Scientific Publications by FDA Staff

Antioxid Redox Signal 2004 Dec;6(6):1000-1010

Oxygen sensing in the circulation: "cross talk" between red blood cells and the vasculature.

Buehler PW, Alayash AI

Alayash AI, US FDA, CBER, NIH, Lab Biochem & Vasc Biol,Div Hematol, Bldg 29,Room 112,8800 Rockville Pike, Bethesda, MD 20892 USA US FDA, CBER, NIH, Lab Biochem & Vasc Biol,Div Hematol, Bethesda, MD 20892 USA

Oxygen (O(2)) sensing in blood and regulation of microvascular tone appear to involve hemoglobin (Hb) conformational changes resulting from O(2) desaturation.
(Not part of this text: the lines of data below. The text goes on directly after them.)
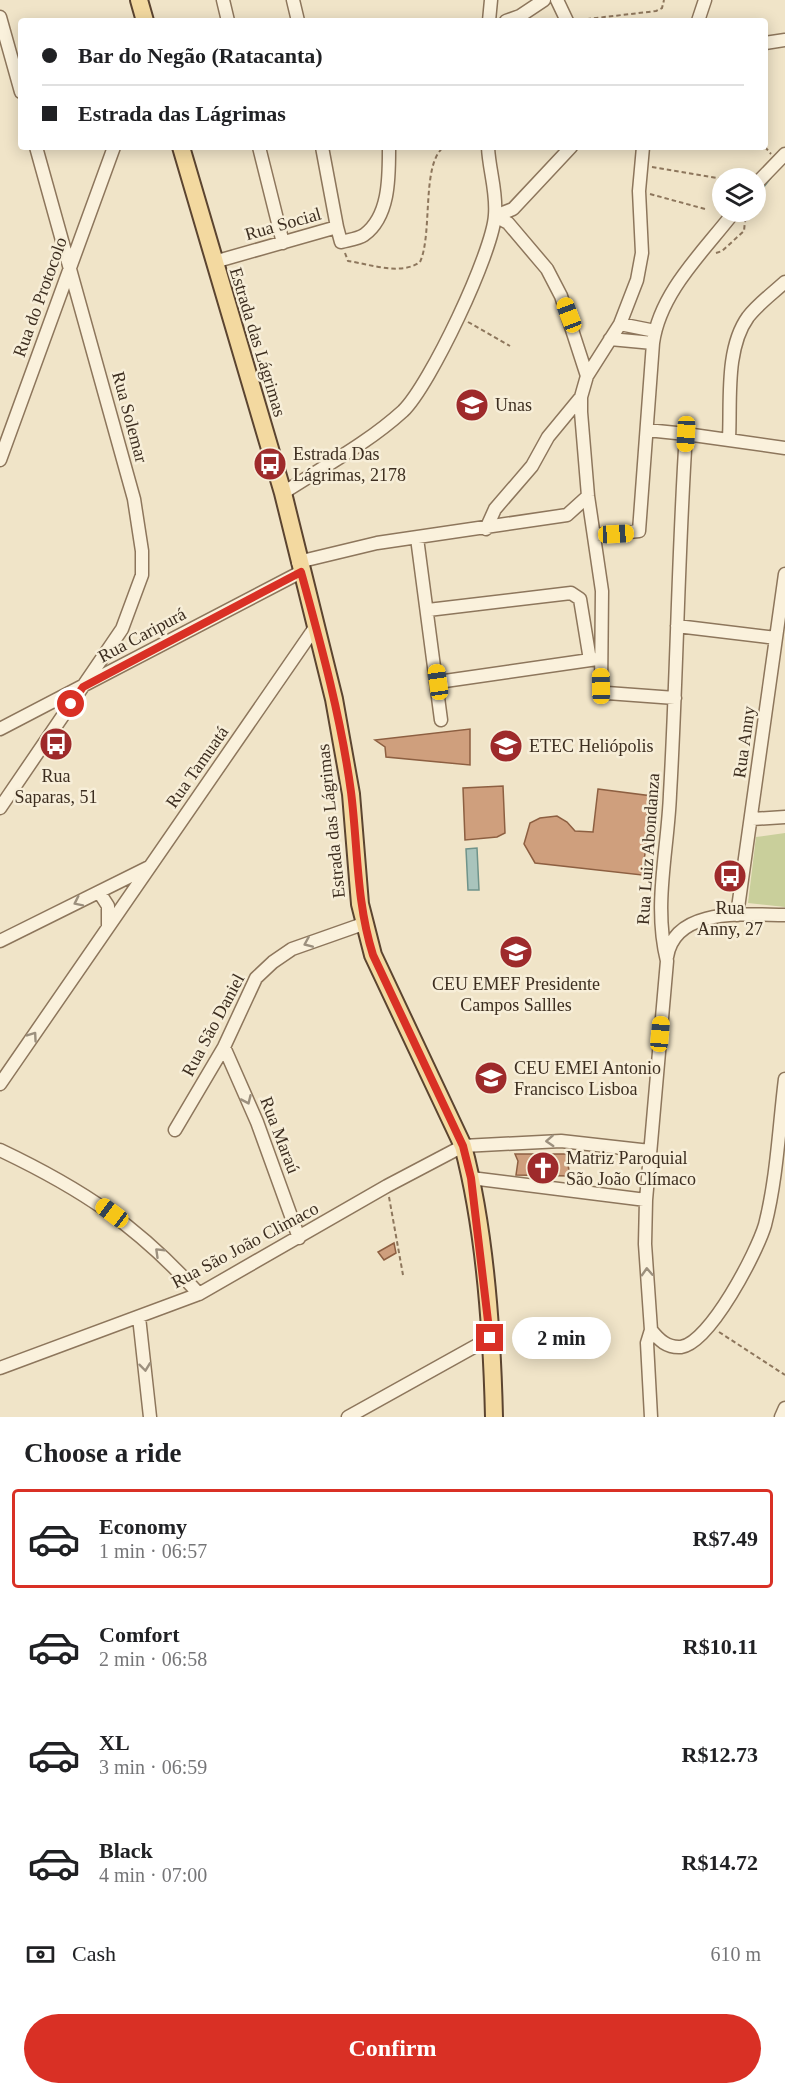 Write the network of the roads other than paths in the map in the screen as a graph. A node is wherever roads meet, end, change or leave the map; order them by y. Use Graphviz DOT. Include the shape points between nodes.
graph roads {
  1 [pos="139,0"];
  2 [pos="223,0"];
  3 [pos="293,0"];
  4 [pos="491,0"];
  5 [pos="544,0"];
  6 [pos="557,0"];
  7 [pos="705,0"];
  8 [pos="0,17"];
  9 [pos="144,18"];
  10 [pos="227,18"];
  11 [pos="297,18"];
  12 [pos="489,18"];
  13 [pos="514,18"];
  14 [pos="566,18"];
  15 [pos="699,18"];
  16 [pos="785,40"];
  17 [pos="768,43"];
  18 [pos="18,81"];
  19 [pos="37,150"];
  20 [pos="113,150"];
  21 [pos="182,150"];
  22 [pos="260,150"];
  23 [pos="323,150"];
  24 [pos="389,150"];
  25 [pos="489,150"];
  26 [pos="568,150"];
  27 [pos="643,150"];
  28 [pos="785,154"];
  29 [pos="766,174"];
  30 [pos="495,216"];
  31 [pos="726,222"];
  32 [pos="337,227"];
  33 [pos="283,243"];
  34 [pos="214,262"];
  35 [pos="70,268"];
  36 [pos="785,282"];
  37 [pos="620,324"];
  38 [pos="654,337"];
  39 [pos="610,339"];
  40 [pos="587,376"];
  41 [pos="581,397"];
  42 [pos="646,430"];
  43 [pos="686,434"];
  44 [pos="729,439"];
  45 [pos="785,448"];
  46 [pos="0,460"];
  47 [pos="283,493"];
  48 [pos="588,496"];
  49 [pos="486,529"];
  50 [pos="596,535"];
  51 [pos="417,538"];
  52 [pos="300,567"];
  53 [pos="785,574"];
  54 [pos="428,610"];
  55 [pos="316,626"];
  56 [pos="676,626"];
  57 [pos="776,638"];
  58 [pos="595,659"];
  59 [pos="438,682"];
  60 [pos="83,687"];
  61 [pos="675,698"];
  62 [pos="441,720"];
  63 [pos="0,729"];
  64 [pos="0,808"];
  65 [pos="785,817"];
  66 [pos="752,819"];
  67 [pos="150,867"];
  68 [pos="99,892"];
  69 [pos="737,915"];
  70 [pos="785,915"];
  71 [pos="363,924"];
  72 [pos="108,928"];
  73 [pos="0,941"];
  74 [pos="667,961"];
  75 [pos="224,1047"];
  76 [pos="785,1079"];
  77 [pos="0,1084"];
  78 [pos="175,1130"];
  79 [pos="463,1146"];
  80 [pos="0,1150"];
  81 [pos="650,1151"];
  82 [pos="471,1178"];
  83 [pos="646,1200"];
  84 [pos="299,1238"];
  85 [pos="199,1294"];
  86 [pos="139,1317"];
  87 [pos="651,1330"];
  88 [pos="490,1338"];
  89 [pos="0,1368"];
  90 [pos="785,1408"];
  91 [pos="353,1416"];
  92 [pos="150,1417"];
  93 [pos="494,1417"];
  94 [pos="651,1417"];
  95 [pos="781,1417"];
  1 -- 9 [label="main road"];
  2 -- 10 [label="street"];
  3 -- 11 [label="street"];
  4 -- 12 [label="street"];
  5 -- 13 [label="street"];
  6 -- 14 [label="street"];
  7 -- 15 [label="street"];
  8 -- 18 [label="street"];
  16 -- 17 [label="street"];
  19 -- 35 [label="street, Rua Solemar"];
  20 -- 35 [label="street, Rua do Protocolo"];
  21 -- 34 [label="main road, Estrada das Lágrimas"];
  22 -- 33 [label="street"];
  23 -- 32 [label="street"];
  24 -- 32 [label="street, Rua Social" via="389,178 381,211 362,237 341,242"];
  25 -- 30 [label="street"];
  26 -- 30 [label="street" via="513,209"];
  27 -- 37 [label="street" via="640,266"];
  28 -- 29 [label="street"];
  30 -- 40 [label="street" via="508,223 548,269 569,315"];
  30 -- 47 [label="street" via="489,246 418,394 403,411"];
  31 -- 38 [label="street" via="672,293 660,313"];
  32 -- 33 [label="street, Rua Social"];
  33 -- 34 [label="street, Rua Social"];
  34 -- 47 [label="main road, Estrada das Lágrimas"];
  35 -- 46 [label="street, Rua do Protocolo"];
  35 -- 60 [label="street, Rua Solemar" via="134,499 142,551 136,597 122,629"];
  36 -- 44 [label="street" via="741,328 733,360"];
  37 -- 38 [label="street"];
  37 -- 39 [label="street"];
  38 -- 39 [label="street"];
  38 -- 42 [label="street"];
  39 -- 40 [label="street"];
  40 -- 41 [label="street"];
  41 -- 48 [label="street"];
  41 -- 49 [label="street" via="548,437 532,466 495,509"];
  42 -- 43 [label="street"];
  42 -- 50 [label="street" via="639,531"];
  43 -- 44 [label="street"];
  43 -- 56 [label="street, Rua Luiz Abondanza"];
  44 -- 45 [label="street"];
  47 -- 52 [label="main road, Estrada das Lágrimas"];
  48 -- 49 [label="street, Rua Caripurá" via="567,515"];
  48 -- 50 [label="street"];
  49 -- 51 [label="street, Rua Caripurá"];
  50 -- 58 [label="street" via="602,591"];
  51 -- 52 [label="street, Rua Caripurá" via="346,549"];
  51 -- 54 [label="street"];
  52 -- 55 [label="main road, Estrada das Lágrimas"];
  52 -- 60 [label="street, Rua Caripurá"];
  53 -- 57 [label="street, Rua Anny"];
  54 -- 58 [label="street" via="571,593 580,599"];
  54 -- 59 [label="street"];
  55 -- 67 [label="street, Rua Tamuatá"];
  55 -- 71 [label="main road, Estrada das Lágrimas" via="348,773"];
  56 -- 57 [label="street"];
  56 -- 61 [label="street, Rua Luiz Abondanza"];
  57 -- 66 [label="street, Rua Anny"];
  58 -- 59 [label="street"];
  58 -- 61 [label="street" via="604,693"];
  59 -- 62 [label="street"];
  60 -- 63 [label="street, Rua Caripurá"];
  60 -- 64 [label="street, Rua Solemar"];
  61 -- 74 [label="street, Rua Luiz Abondanza" via="659,921"];
  65 -- 66 [label="street"];
  66 -- 69 [label="street, Rua Anny"];
  67 -- 68 [label="street"];
  67 -- 72 [label="street, Rua Tamuatá"];
  68 -- 72 [label="street" via="108,906"];
  68 -- 73 [label="street, one-way"];
  69 -- 70 [label="street"];
  69 -- 74 [label="street" via="691,924 669,944"];
  71 -- 75 [label="street, Rua São Daniel, one-way" via="292,949 273,962 256,978"];
  71 -- 79 [label="main road, Estrada das Lágrimas" via="373,955"];
  77 -- 72 [label="street, Rua Tamuatá, one-way"];
  74 -- 81 [label="street, Rua Luiz Abondanza"];
  75 -- 78 [label="street, Rua São Daniel"];
  75 -- 84 [label="street, Rua Maraú, one-way" via="257,1122"];
  76 -- 87 [label="street" via="764,1227 748,1262 710,1326 694,1342 682,1347 664,1343"];
  81 -- 79 [label="street, one-way" via="561,1141"];
  79 -- 82 [label="main road, Estrada das Lágrimas"];
  79 -- 84 [label="street, Rua São João Climaco"];
  85 -- 80 [label="street, one-way" via="140,1233 98,1202"];
  81 -- 83 [label="street, Rua Luiz Abondanza"];
  82 -- 83 [label="street"];
  82 -- 88 [label="main road, Estrada das Lágrimas"];
  87 -- 83 [label="street, Rua Luiz Abondanza, one-way"];
  84 -- 85 [label="street, Rua São João Climaco"];
  85 -- 86 [label="street, Rua São João Climaco"];
  86 -- 89 [label="street, Rua São João Climaco"];
  86 -- 92 [label="street, one-way"];
  87 -- 94 [label="street, Rua Luiz Abondanza" via="647,1343"];
  88 -- 91 [label="street"];
  88 -- 93 [label="main road, Estrada das Lágrimas"];
  90 -- 95 [label="street"];
} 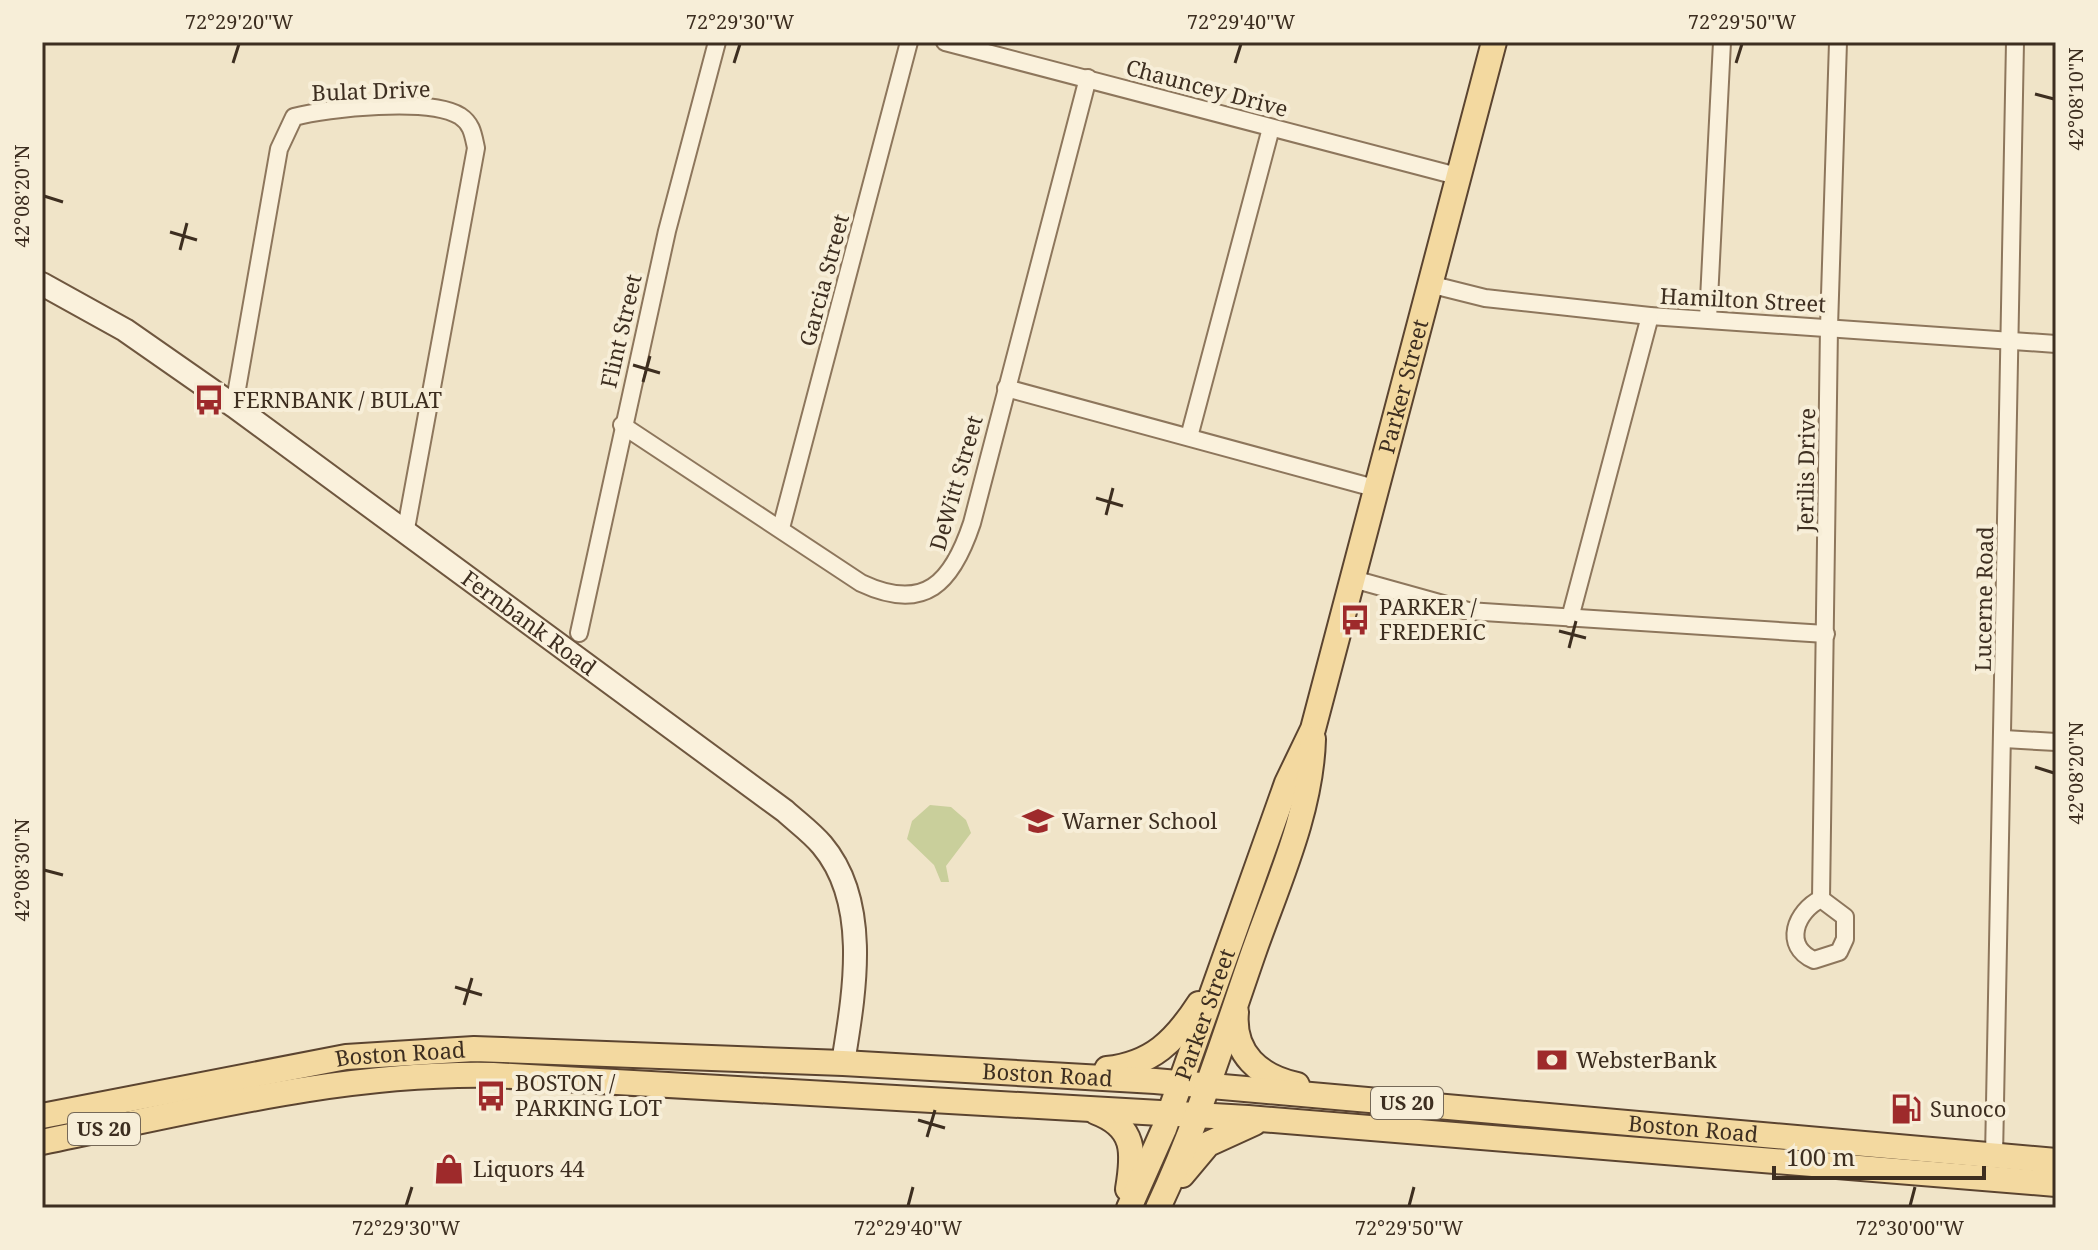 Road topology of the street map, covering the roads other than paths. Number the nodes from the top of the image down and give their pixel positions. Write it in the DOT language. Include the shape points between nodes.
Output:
graph roads {
  1 [pos="717,42"];
  2 [pos="909,42"];
  3 [pos="945,42"];
  4 [pos="1494,42"];
  5 [pos="1722,42"];
  6 [pos="1838,42"];
  7 [pos="2015,42"];
  8 [pos="1088,78"];
  9 [pos="1271,128"];
  10 [pos="1457,176"];
  11 [pos="42,284"];
  12 [pos="1429,284"];
  13 [pos="1650,316"];
  14 [pos="1708,319"];
  15 [pos="1829,327"];
  16 [pos="2010,342"];
  17 [pos="2056,344"];
  18 [pos="1006,388"];
  19 [pos="234,406"];
  20 [pos="622,425"];
  21 [pos="1189,437"];
  22 [pos="1378,489"];
  23 [pos="781,528"];
  24 [pos="405,534"];
  25 [pos="1353,579"];
  26 [pos="1570,618"];
  27 [pos="579,633"];
  28 [pos="1826,634"];
  29 [pos="1313,729"];
  30 [pos="2004,739"];
  31 [pos="2056,742"];
  32 [pos="1821,899"];
  33 [pos="1221,967"];
  34 [pos="1242,987"];
  35 [pos="843,1063"];
  36 [pos="1056,1075"];
  37 [pos="1180,1084"];
  38 [pos="1206,1086"];
  39 [pos="1358,1099"];
  40 [pos="1082,1109"];
  41 [pos="1169,1114"];
  42 [pos="1196,1115"];
  43 [pos="42,1116"];
  44 [pos="1284,1121"];
  45 [pos="42,1142"];
  46 [pos="1994,1157"];
  47 [pos="2056,1161"];
  48 [pos="2056,1184"];
  49 [pos="1127,1208"];
  50 [pos="1160,1208"];
  1 -- 20 [label="street, Flint Street"];
  2 -- 23 [label="street, Garcia Street"];
  3 -- 8 [label="street, Chauncey Drive"];
  4 -- 10 [label="main road, Parker Street"];
  5 -- 14 [label="street"];
  6 -- 15 [label="street, Jerilis Drive"];
  7 -- 16 [label="street, Lucerne Road"];
  8 -- 9 [label="street, Chauncey Drive"];
  8 -- 18 [label="street, DeWitt Street"];
  9 -- 10 [label="street, Chauncey Drive"];
  9 -- 21 [label="street"];
  10 -- 12 [label="main road, Parker Street"];
  11 -- 19 [label="main road, Fernbank Road" via="125,330"];
  12 -- 13 [label="street, Hamilton Street" via="1485,298"];
  12 -- 22 [label="main road, Parker Street"];
  13 -- 14 [label="street, Hamilton Street"];
  13 -- 26 [label="street"];
  14 -- 15 [label="street, Hamilton Street"];
  15 -- 16 [label="street, Hamilton Street"];
  15 -- 28 [label="street, Jerilis Drive"];
  16 -- 17 [label="street, Hamilton Street"];
  16 -- 30 [label="street, Lucerne Road"];
  18 -- 21 [label="street"];
  18 -- 23 [label="street, DeWitt Street" via="960,557 930,590 912,595 879,591"];
  19 -- 24 [label="main road, Fernbank Road"];
  19 -- 24 [label="street, Bulat Drive" via="279,149 294,117 396,107 458,115 471,126 476,148"];
  20 -- 23 [label="street, DeWitt Street"];
  20 -- 27 [label="street, Flint Street"];
  21 -- 22 [label="street"];
  22 -- 25 [label="main road, Parker Street"];
  24 -- 35 [label="main road, Fernbank Road" via="785,811 823,846 843,884 853,922 854,992"];
  25 -- 26 [label="street" via="1468,611"];
  25 -- 29 [label="main road, Parker Street"];
  26 -- 28 [label="street"];
  28 -- 32 [label="street, Jerilis Drive"];
  29 -- 33 [label="main road, Parker Street" via="1287,783"];
  29 -- 34 [label="main road, Parker Street" via="1309,779 1296,829"];
  30 -- 31 [label="street"];
  30 -- 46 [label="street, Lucerne Road"];
  33 -- 36 [label="main road" via="1163,1050 1141,1063"];
  33 -- 37 [label="main road, Parker Street"];
  34 -- 38 [label="main road, Parker Street"];
  34 -- 39 [label="main road" via="1236,1028 1240,1046 1256,1068 1288,1083"];
  35 -- 36 [label="main road, Boston Road / US 20"];
  35 -- 43 [label="main road, Boston Road / US 20" via="474,1049 398,1051 325,1060"];
  36 -- 37 [label="main road, Boston Road / US 20"];
  37 -- 38 [label="main road, Boston Road / US 20"];
  37 -- 41 [label="main road, Parker Street"];
  38 -- 39 [label="main road, Boston Road / US 20"];
  38 -- 42 [label="main road, Parker Street"];
  39 -- 46 [label="main road, Boston Road / US 20"];
  40 -- 41 [label="main road, Boston Road / US 20"];
  40 -- 45 [label="main road, Boston Road / US 20" via="582,1078 441,1075 328,1086"];
  40 -- 49 [label="main road" via="1107,1116 1127,1136 1133,1157"];
  41 -- 42 [label="main road, Boston Road / US 20"];
  41 -- 49 [label="main road, Parker Street"];
  42 -- 44 [label="main road, Boston Road / US 20"];
  42 -- 50 [label="main road, Parker Street"];
  44 -- 48 [label="main road, Boston Road / US 20"];
  44 -- 50 [label="main road" via="1247,1125 1213,1140"];
  46 -- 47 [label="main road, Boston Road / US 20"];
}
This observation has prompted the thought that Hb functions as both an O(2) sensor and regulator of microvasular blood flow to meet local tissue oxygen demand. The mechanism(s) by which this is accomplished has recently been the subject of increasing debate. Three primary hypotheses are described within the literature and include release of adenosine 5'-triphosphate by red blood cells (RBCs), release of S-nitrosylated molecules from RBCs originally bound to beta93 cysteine residues of oxyHb, and nitrite conversion and storage of nitric oxide by Hb at the site of ferric (Fe(3+)) and ferrous (Fe(2+)) Hb. Within extravascular cells, the global regulator of oxygen homeostasis is hypoxia-inducible factor-1 (HIF- 1). This transcriptional factor is tightly regulated by O(2) and cellular redox-sensitive mechanisms. HIF-1 activation is responsible for the up-regulation of proteins, which increase O(2) supply. We believe that there are important and yet unexplored mechanisms by which RBCs can directly or indirectly communicate via redox intermediates with extravascular sites as part of the global O(2) sensing mechanism. Antioxid. Redox Signal. 6, 1000-1010.